BEGIN

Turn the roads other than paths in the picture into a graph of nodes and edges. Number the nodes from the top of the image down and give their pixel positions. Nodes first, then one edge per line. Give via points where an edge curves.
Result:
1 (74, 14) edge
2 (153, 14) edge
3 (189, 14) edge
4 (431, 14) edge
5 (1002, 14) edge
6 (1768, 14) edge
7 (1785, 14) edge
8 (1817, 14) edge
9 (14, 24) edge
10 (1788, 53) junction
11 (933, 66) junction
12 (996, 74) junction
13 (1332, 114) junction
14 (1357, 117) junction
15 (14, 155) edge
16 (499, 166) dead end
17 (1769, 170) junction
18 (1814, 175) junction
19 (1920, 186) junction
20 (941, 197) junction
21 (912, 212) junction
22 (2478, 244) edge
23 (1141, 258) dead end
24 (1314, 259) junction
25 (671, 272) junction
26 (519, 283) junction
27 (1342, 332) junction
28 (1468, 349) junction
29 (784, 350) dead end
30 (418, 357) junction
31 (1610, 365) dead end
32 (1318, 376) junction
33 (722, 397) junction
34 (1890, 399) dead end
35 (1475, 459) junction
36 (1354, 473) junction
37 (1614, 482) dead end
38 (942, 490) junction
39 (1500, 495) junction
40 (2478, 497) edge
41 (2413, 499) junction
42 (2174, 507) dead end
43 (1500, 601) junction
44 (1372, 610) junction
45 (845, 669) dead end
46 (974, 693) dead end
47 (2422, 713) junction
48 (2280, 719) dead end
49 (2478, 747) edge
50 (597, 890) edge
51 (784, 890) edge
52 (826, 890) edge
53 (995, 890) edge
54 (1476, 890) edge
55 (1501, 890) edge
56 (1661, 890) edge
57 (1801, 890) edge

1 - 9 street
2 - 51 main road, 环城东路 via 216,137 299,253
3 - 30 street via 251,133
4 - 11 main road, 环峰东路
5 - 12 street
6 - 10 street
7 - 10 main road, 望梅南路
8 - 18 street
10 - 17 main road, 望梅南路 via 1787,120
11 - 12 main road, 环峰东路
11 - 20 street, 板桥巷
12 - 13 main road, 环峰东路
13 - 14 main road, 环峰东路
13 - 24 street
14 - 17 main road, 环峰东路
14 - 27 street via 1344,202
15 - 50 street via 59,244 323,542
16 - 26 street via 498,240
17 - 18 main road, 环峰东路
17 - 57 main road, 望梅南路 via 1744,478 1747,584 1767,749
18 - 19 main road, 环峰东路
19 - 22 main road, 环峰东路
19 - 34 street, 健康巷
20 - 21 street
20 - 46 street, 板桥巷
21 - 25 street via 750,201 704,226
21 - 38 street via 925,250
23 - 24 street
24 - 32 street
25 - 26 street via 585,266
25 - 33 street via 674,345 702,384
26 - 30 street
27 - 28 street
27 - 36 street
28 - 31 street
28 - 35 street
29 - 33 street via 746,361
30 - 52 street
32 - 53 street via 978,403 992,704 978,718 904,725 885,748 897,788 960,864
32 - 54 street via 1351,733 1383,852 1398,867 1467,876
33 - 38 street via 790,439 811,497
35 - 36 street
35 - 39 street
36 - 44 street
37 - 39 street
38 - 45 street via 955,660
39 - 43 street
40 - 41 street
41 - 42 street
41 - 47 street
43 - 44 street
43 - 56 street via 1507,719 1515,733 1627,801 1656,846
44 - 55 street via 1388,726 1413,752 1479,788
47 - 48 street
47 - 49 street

END

Copy out every line of the material above that contains the string "望梅南路".

### Answer to this exercise:
7 - 10 main road, 望梅南路
10 - 17 main road, 望梅南路 via 1787,120
17 - 57 main road, 望梅南路 via 1744,478 1747,584 1767,749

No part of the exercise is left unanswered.